Чеззе зря так много выпил: оргазм подходил все ближе и ближе, потом отступал, потом снова, вот-вот... Котенок устал ему сосать и теперь просто закрыл глаза и сидел, вцепившись ему в бедра, с безвольно раскрытым ртом, и давился. Из-за стены доносились звонкие голоса детей.
Чеззе натянул второй презерватив, положил паренька на бок, немножко поласкал ему яйца, возбуждая, но тот не особо отреагировал, только робко улыбнулся. Ну, да ладно, уже много довольно времени прошло, все у пацана там успокоилось наверняка. Чеззе снова зашел в растраханную дырку, кончить хотелось неимоверно, и именно внутрь этого котика, осколка его прежней жизни. Тот терпеливо принимал его, тяжело дыша, мошонка его лежала на бедре, как сморщенная тряпочка, Чеззе бездумно теребил ее, а котик ему заискивающе заглядывал в глаза, удерживая на губах жалкое подобие улыбки. И его так разозлило это притворство, опять страх, и вообще — весь этот театр абсурда, что от злости он наконец-то кончил.
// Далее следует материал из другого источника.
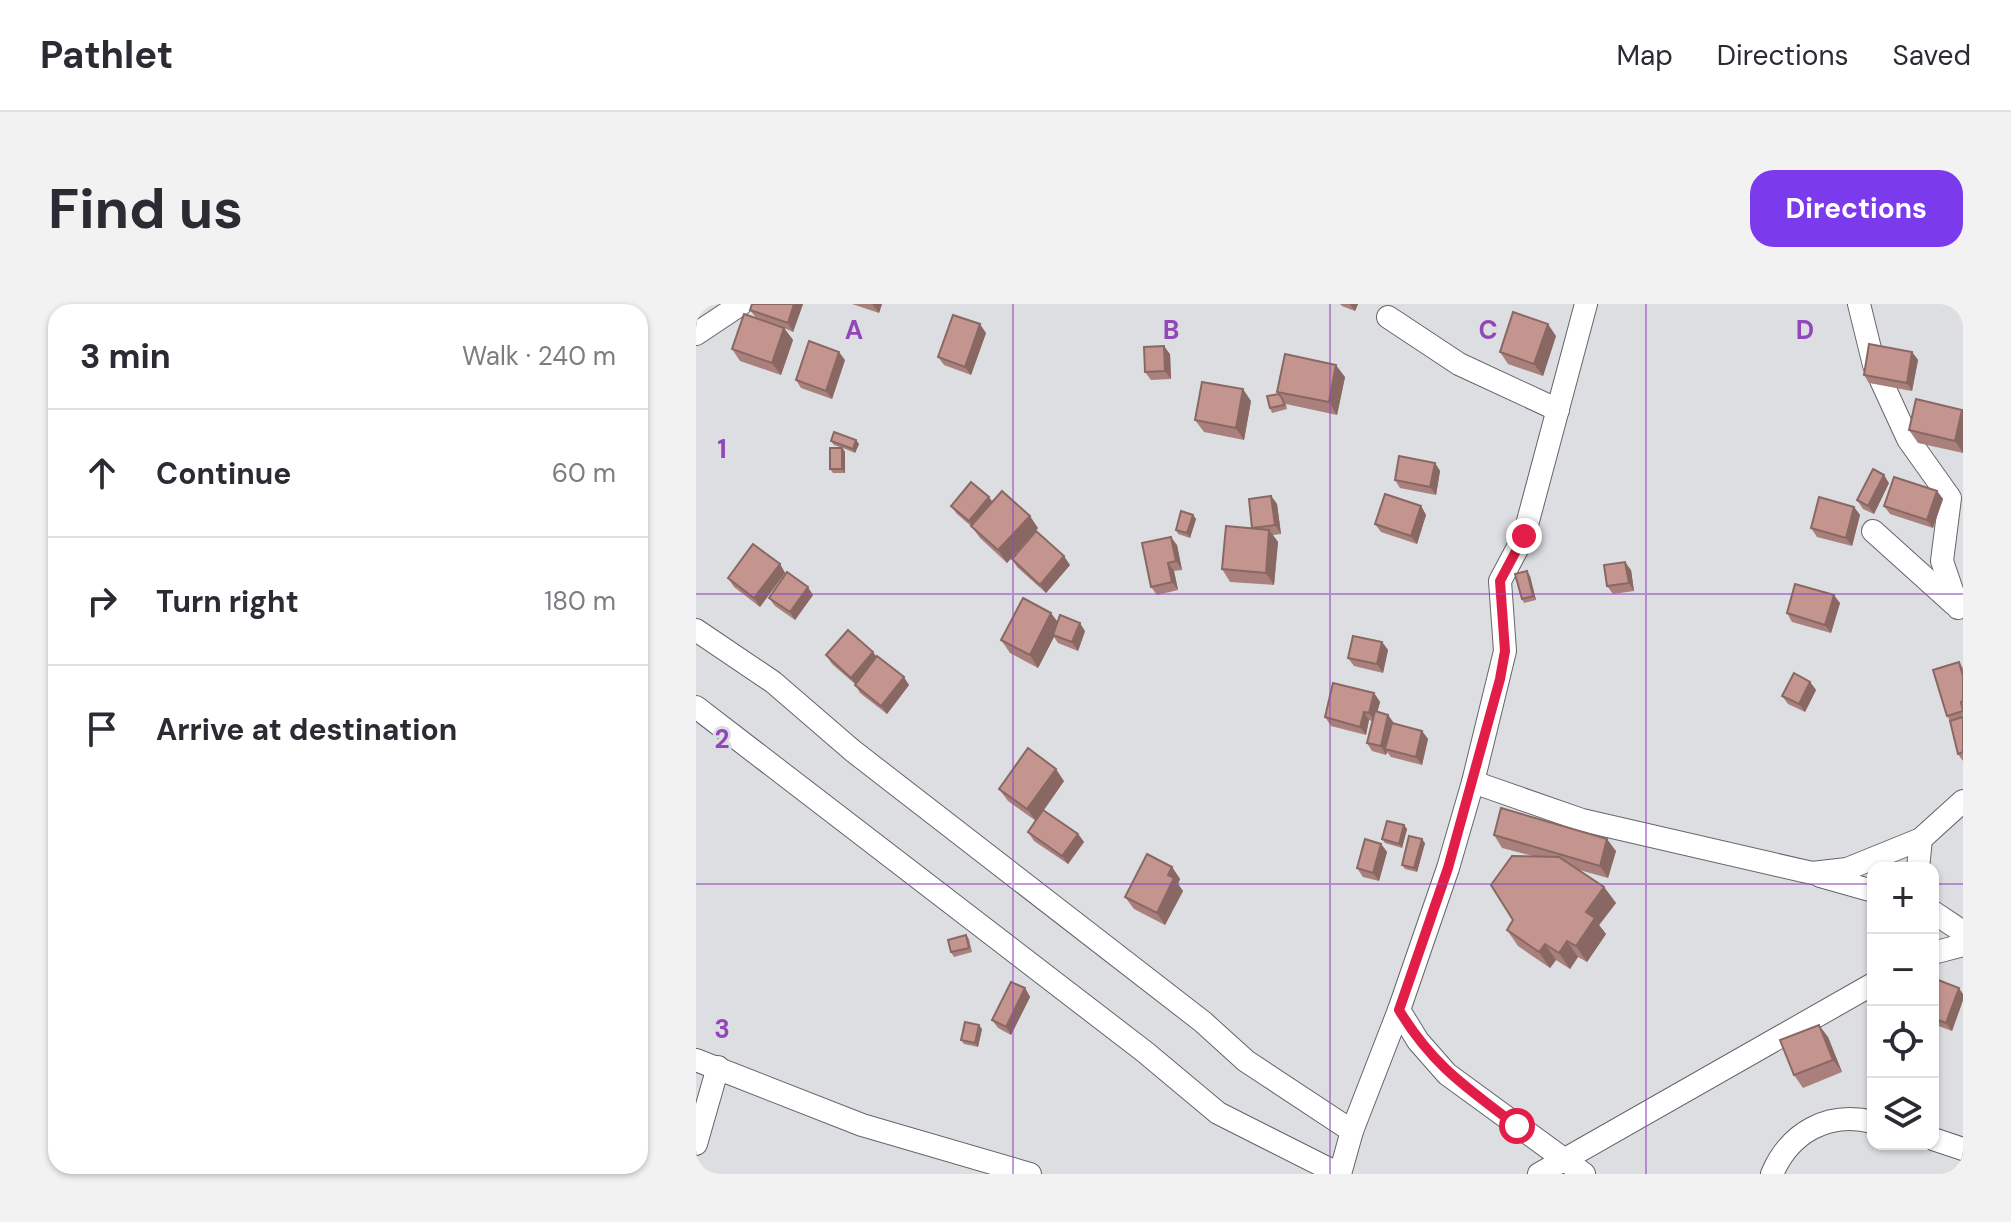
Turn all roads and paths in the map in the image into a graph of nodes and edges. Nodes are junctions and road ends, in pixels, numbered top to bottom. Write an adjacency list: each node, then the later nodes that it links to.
1 (741, 304): 5 (street)
2 (1586, 304): 6 (street)
3 (1859, 304): 8 (street)
4 (1388, 317): 6 (street)
5 (696, 334)
6 (1558, 410): 11 (street)
7 (1873, 531): 8 (street)
8 (1960, 613)
9 (696, 630): 26 (street)
10 (696, 707): 32 (street)
11 (1473, 782): 15 (street); 22 (street)
12 (1963, 801): 13 (street)
13 (1921, 839): 14 (street); 15 (street)
14 (1919, 862)
15 (1812, 873): 16 (street)
16 (1867, 889)
17 (1939, 916): 18 (street)
18 (1963, 932)
19 (1963, 945): 20 (street)
20 (1939, 951)
21 (1867, 987): 30 (street)
22 (1399, 1010): 26 (street); 30 (street)
23 (696, 1060): 24 (street)
24 (718, 1067): 28 (street); 31 (street)
25 (1867, 1120): 35 (street)
26 (1352, 1131): 32 (street)
27 (1939, 1141): 29 (street)
28 (696, 1144)
29 (1963, 1149)
30 (1565, 1160): 33 (street); 34 (street)
31 (1030, 1174)
32 (1340, 1174)
33 (1539, 1174)
34 (1584, 1174)
35 (1772, 1174)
На душе стало как-то пусто и гадко, захотелось немедленно убраться отсюда и выкинуть этот глупый трах из головы. Он быстро оделся, не глядя на свернувшегося комком парня, достал несколько завалявшихся с прошлой жизни клубных кредиток. Бросил их на тумбочку и молча вышел.
Как ни удивительно, Гра-хи все еще ждал его, слушая музыку и что-то изучая в планшетке.
— Поехали в бар, — сказал Чеззе, садясь в кар. — Я хочу напиться.